少し言葉に重複ありますが、大学病院の場合は通常の市中病院ではできないようなさらに複雑で専門的(学問的)なことを行う機関です。
上記の例だと、心臓の逆流防止弁が現時点で手術が必要な状態と病院で精査しわかったが、最新のカテーテル治療をするために市中病院から大学病院へ紹介する、などが一例に当たります。
実際は市中病院でも一般的な糖尿病を診たり、大学病院でも通常の市中病院でも行うようなカテーテル検査・治療を行ったり、得意不得意も合わせて重複しているところはあります。
クリニックの役割
一方でクリニックの役割というと、基本的には地域に根差して個々の患者さんに寄り添った診療をするに尽きると思います。
今はプライマリケアなどという言葉も使いますが、例えば高血圧、糖尿病、脂質異常症などのコモンな病気を扱ったり、市中病院と連携をとって必要なときに適切な専門機関に紹介したり、また専門機関からの指示を受けて診療を行ったりします。
健診併設などもクリニックの重要な役割かと思っています。
すごく悪く言うと、薬を出してもらうところ、と感じてしまうかもしれませんが、通常は薬を出すだけで済むくらい安定している、と考えたらよいのではないでしょうか。
専門的な知識・加療はしない代わりに、
「この人の血圧やコレステロールのコントロールはいいかな?そういえば少し胆のうにポリープあったからそろそろ腹部エコーをしておこうかな。そういえば健診を受けてないから次回受診時に胃カメラも勧めようかな。それよりもタバコを吸っているから辞める意思はあるかな。そういえばこの人ってどんな家族とどんな暮らしをしているのだろう。健康以外に生活背景は大丈夫かな」
ということを考えながら診療します。
(自分が一時外来をやっていたときはそうでした。変な話、循環器だけ診る今よりもよっぽど頭使って大変です!)
大病院かかりつけのデメリット
今はクリニックのメリットを中心に書きました。
最後に書く理由で、自分のような病院通院の方はクリニックも併診してもらうように患者さんに依頼します。
しかし実際は、大病院の方が専門的加療もできて安心であり、病院通院が始まった方の多くはクリニック通院併用を怪訝されます。
その場合、以下のようなデメリットがあります。
①その科の診療しか受けられない
自分の場合、循環器内科以外の診療は(以前は多少はやっておりましたが)、現在は基本不可としております。

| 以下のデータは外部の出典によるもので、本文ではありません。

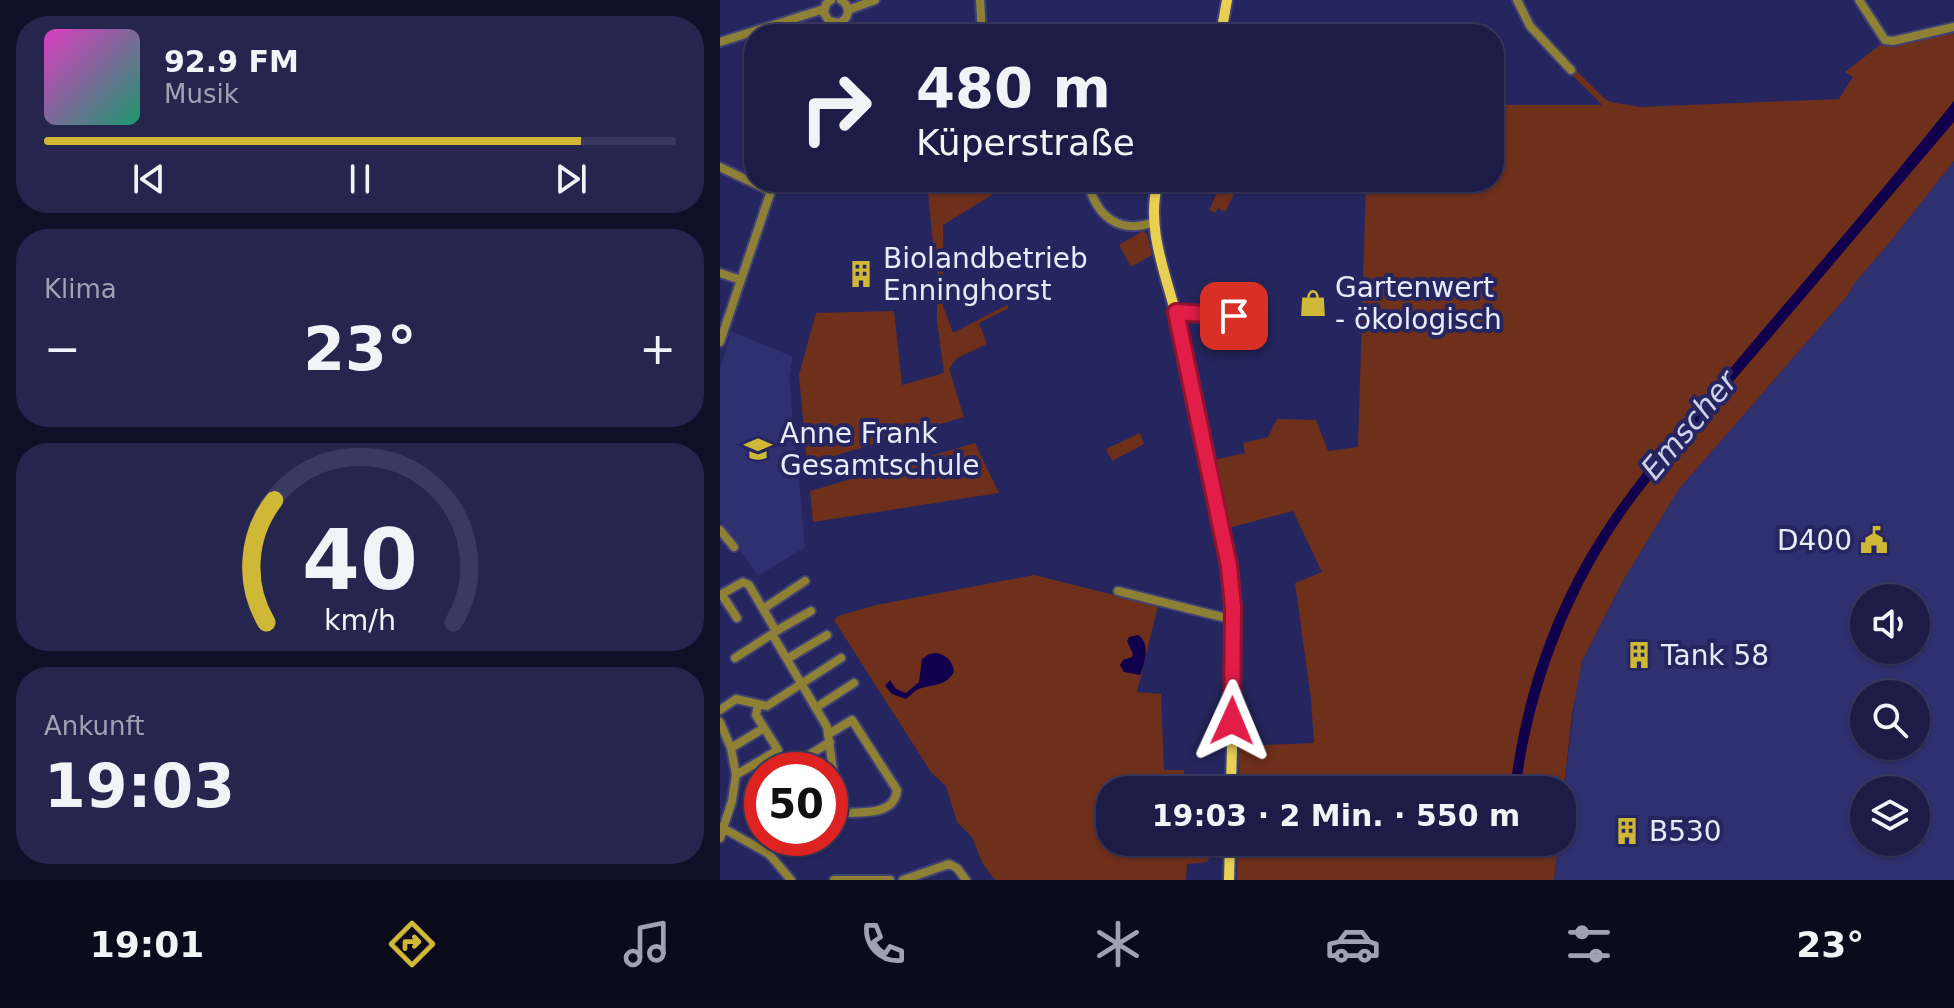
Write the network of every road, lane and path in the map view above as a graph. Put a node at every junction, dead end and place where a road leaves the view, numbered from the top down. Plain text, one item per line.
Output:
1 (857, 0) edge
2 (875, 0) edge
3 (980, 0) edge
4 (1227, 0) edge
5 (1517, 0) edge
6 (1859, 0) edge
7 (828, 5) edge
8 (845, 5) edge
9 (835, 23) joint
10 (779, 24) edge
11 (981, 24) edge
12 (1223, 24) edge
13 (1954, 27) edge
14 (744, 35) edge
15 (720, 42) edge
16 (1571, 70) dead end
17 (720, 167) edge
18 (744, 176) edge
19 (770, 192) edge
20 (1092, 192) edge
21 (1157, 192) edge
22 (1154, 222) junction
23 (720, 273) edge
24 (741, 280) junction
25 (1176, 312) junction
26 (1256, 324) dead end
27 (720, 342) edge
28 (720, 530) edge
29 (734, 547) dead end
30 (805, 581) dead end
31 (1118, 591) dead end
32 (721, 595) edge
33 (763, 609) junction
34 (811, 611) dead end
35 (737, 618) dead end
36 (1234, 620) junction
37 (774, 632) junction
38 (827, 635) dead end
39 (735, 658) dead end
40 (841, 658) dead end
41 (787, 659) junction
42 (802, 683) junction
43 (854, 683) dead end
44 (758, 704) junction
45 (817, 707) junction
46 (720, 710) edge
47 (720, 722) edge
48 (764, 728) junction
49 (830, 738) junction
50 (731, 748) junction
51 (811, 752) edge
52 (831, 752) edge
53 (736, 775) junction
54 (1231, 776) edge
55 (848, 813) edge
56 (721, 831) edge
57 (744, 841) edge
58 (771, 856) edge
59 (1230, 856) edge
60 (791, 880) edge
61 (834, 880) edge
62 (890, 880) edge
63 (903, 880) edge
64 (966, 880) edge
65 (1229, 880) edge

1 - 8 street
2 - 8 street
3 - 11 street
4 - 12 main road
5 - 16 street
6 - 13 street
7 - 9 street
7 - 10 street
8 - 9 street
14 - 15 street
17 - 18 street
19 - 24 street
20 - 22 street
21 - 22 main road
22 - 25 main road
23 - 24 street
24 - 27 street
25 - 26 street
25 - 36 main road
28 - 29 street
30 - 33 street
31 - 36 street
32 - 33 street
32 - 35 street
33 - 37 street
34 - 37 street
36 - 54 main road
37 - 39 street
37 - 41 street
38 - 41 street
40 - 42 street
41 - 42 street
42 - 44 street
42 - 45 street
43 - 45 street
44 - 46 street
44 - 48 street
45 - 49 street
47 - 50 street
48 - 50 street
48 - 53 street
49 - 51 street
49 - 52 street
49 - 55 street
50 - 53 street
53 - 56 street
56 - 57 street
58 - 60 street
59 - 65 main road
61 - 62 street
63 - 64 street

というのも専門外来なのでそれ以外の診療は専門外に他ならないのですが、理由はそれだけではありません。だいたい病院以上の規模の場合、外来も広義のグループ制と言えます。外来主治医が変わることは多くはありませんが、しばしばあります。その際に専門科以外の内容は引き継げなくなってしまいます。また専門科以外の内容で臨時受診をしたくても基本的にできなくなってしまいます(クリニックならできますが)。同様に専門関わらず、循環器内科単科に通院している場合で例えば腹痛になったときに相談する場所がなくなってしまいます(循環器ではありませんと電話で言われたらそれまでです)。
②予約の枠がなくなってしまう
専門内容でも安定した場合にはクリニックへお戻し(逆紹介と呼んでいます)や併診(専門外来は6-12か月ごとなど)を依頼していますが、そうせず安定した患者さんを永遠と見続けると、診療する側は楽ですが、専門外来の予約枠がなくなってしまいます。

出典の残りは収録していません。